A Rohingya mother comforts her child.

A Rohingya mother comforts her child.

Today I was very happy.

I was able to discharge two patients who had been very sick. A young man with Elephantiasis that had been rushed to us in shock from Dengue Haemorraghic Fever. The other, a lady with known severe Rheumatic Heart Disease who came in basically in multi organ failure.

We have not been able to cure their chronic debilitating illnesses, but hopefully showed then they are loved and valued. Across the hospital though there were two deaths, both very hard for the staff involved with them. So many mixed emotions, but God is with us through it all.

 

 

Blog 3

Today has been a full-on day.

I got to discharge a patient who was admitted last week, in septic shock. He needed 11 litres of fluid before we could get a recordable blood pressure. Grateful to God for enabling us to treat him successfully.

Then went to the Respiratory Care Unit to help with one the patients needing his vacuum dressing removed, I then put the final stitches in to close his wound, a healing process that has taken two weeks.

Then to Outpatient Department [OPD] to visit and treat a couple of my patients. I briefly helped the medics who were resuscitating a young man, until someone else arrived, so I could go to the Operating Room, where I was assisting with a Caesarian section.

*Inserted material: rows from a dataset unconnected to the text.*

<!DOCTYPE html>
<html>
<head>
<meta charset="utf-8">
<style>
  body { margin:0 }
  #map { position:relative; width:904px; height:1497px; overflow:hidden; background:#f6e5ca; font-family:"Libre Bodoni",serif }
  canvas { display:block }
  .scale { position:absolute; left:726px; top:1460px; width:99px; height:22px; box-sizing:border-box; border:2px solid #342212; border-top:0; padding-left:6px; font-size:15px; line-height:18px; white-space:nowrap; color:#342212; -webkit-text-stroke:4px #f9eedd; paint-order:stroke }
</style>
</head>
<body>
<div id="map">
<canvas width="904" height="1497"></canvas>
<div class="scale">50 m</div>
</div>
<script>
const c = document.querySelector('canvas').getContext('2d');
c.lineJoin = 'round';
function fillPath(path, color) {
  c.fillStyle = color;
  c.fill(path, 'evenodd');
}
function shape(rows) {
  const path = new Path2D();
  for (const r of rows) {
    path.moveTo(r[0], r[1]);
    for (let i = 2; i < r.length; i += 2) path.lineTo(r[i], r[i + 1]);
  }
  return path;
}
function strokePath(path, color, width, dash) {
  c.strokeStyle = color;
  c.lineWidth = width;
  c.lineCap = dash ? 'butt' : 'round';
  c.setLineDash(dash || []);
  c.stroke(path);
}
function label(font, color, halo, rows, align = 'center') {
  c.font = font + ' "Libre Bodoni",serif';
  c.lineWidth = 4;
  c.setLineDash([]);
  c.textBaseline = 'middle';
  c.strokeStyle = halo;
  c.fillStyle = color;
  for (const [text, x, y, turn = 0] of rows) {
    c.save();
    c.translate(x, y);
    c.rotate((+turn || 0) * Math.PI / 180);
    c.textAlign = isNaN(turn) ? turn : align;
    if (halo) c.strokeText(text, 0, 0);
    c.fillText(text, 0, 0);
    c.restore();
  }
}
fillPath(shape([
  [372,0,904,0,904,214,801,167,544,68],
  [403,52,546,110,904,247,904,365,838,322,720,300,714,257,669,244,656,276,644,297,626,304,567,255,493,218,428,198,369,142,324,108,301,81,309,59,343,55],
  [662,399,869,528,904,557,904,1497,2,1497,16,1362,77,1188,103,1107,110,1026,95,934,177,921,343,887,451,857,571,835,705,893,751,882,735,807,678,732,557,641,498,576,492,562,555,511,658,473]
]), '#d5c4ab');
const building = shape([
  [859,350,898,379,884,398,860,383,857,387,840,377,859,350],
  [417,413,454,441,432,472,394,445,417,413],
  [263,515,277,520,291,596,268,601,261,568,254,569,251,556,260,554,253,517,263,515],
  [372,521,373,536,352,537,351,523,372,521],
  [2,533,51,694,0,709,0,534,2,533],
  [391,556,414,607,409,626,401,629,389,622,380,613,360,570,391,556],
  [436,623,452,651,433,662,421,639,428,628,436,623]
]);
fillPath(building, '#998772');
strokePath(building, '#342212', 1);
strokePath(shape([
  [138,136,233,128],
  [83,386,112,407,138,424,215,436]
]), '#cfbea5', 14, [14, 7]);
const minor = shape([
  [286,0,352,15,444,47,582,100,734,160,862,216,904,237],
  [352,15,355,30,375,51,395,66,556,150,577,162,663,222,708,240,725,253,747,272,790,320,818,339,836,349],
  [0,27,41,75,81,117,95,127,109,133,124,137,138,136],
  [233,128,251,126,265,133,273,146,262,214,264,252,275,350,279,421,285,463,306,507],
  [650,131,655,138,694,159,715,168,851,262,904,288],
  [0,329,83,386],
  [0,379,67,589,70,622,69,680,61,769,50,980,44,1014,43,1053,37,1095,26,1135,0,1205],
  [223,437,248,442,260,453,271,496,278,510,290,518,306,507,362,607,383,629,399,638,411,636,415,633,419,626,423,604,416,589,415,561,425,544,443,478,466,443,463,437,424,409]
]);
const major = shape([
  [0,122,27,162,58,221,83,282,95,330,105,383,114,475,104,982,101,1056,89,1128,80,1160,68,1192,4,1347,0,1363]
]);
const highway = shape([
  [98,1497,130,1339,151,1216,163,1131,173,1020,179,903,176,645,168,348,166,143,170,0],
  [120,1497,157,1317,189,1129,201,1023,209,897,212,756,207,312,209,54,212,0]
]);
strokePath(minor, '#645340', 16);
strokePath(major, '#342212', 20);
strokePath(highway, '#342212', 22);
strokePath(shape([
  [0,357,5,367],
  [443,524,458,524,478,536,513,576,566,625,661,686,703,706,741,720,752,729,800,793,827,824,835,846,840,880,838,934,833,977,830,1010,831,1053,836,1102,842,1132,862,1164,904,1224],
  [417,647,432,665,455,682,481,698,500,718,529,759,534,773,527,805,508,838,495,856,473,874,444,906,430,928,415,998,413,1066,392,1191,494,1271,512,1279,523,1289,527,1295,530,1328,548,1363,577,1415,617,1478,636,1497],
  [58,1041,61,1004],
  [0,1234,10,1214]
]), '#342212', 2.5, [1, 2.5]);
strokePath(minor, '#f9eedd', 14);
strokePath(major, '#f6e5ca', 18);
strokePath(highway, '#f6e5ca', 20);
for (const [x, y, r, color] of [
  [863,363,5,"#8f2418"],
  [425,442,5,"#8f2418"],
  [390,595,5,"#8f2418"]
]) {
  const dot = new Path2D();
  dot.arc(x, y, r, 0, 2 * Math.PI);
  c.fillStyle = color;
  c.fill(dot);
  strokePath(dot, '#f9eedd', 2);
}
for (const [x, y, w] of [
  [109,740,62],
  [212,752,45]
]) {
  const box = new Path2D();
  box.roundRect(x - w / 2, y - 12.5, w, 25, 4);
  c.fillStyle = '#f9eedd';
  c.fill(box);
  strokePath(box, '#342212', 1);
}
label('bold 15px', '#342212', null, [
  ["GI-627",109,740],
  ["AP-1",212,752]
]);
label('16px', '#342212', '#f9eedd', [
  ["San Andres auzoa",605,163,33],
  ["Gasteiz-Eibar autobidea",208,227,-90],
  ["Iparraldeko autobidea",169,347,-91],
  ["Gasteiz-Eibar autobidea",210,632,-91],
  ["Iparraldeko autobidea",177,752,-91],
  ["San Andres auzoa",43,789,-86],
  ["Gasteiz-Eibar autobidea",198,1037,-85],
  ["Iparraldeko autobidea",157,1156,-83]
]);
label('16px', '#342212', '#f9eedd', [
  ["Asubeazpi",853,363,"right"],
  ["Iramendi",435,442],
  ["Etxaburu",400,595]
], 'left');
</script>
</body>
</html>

Samaritan's Purse is providing life-saving operations for patients.

Samaritan’s Purse is providing life-saving operations for patients.

Back to OPD to see a couple more patients before a quick lunch of rice, dhal and fish and then some rest. After a quick shower and a change, I’m back in the hospital. A couple more visits to the Outpatient Department and Respiratory Care Unit before one of the surgeons found me and asked if I could help treat a young man in a diabetic coma. We started supplying him with fluids and planning his treatment. I will return later tonight to check on him. Praying God will give me wisdom to treat him effectively.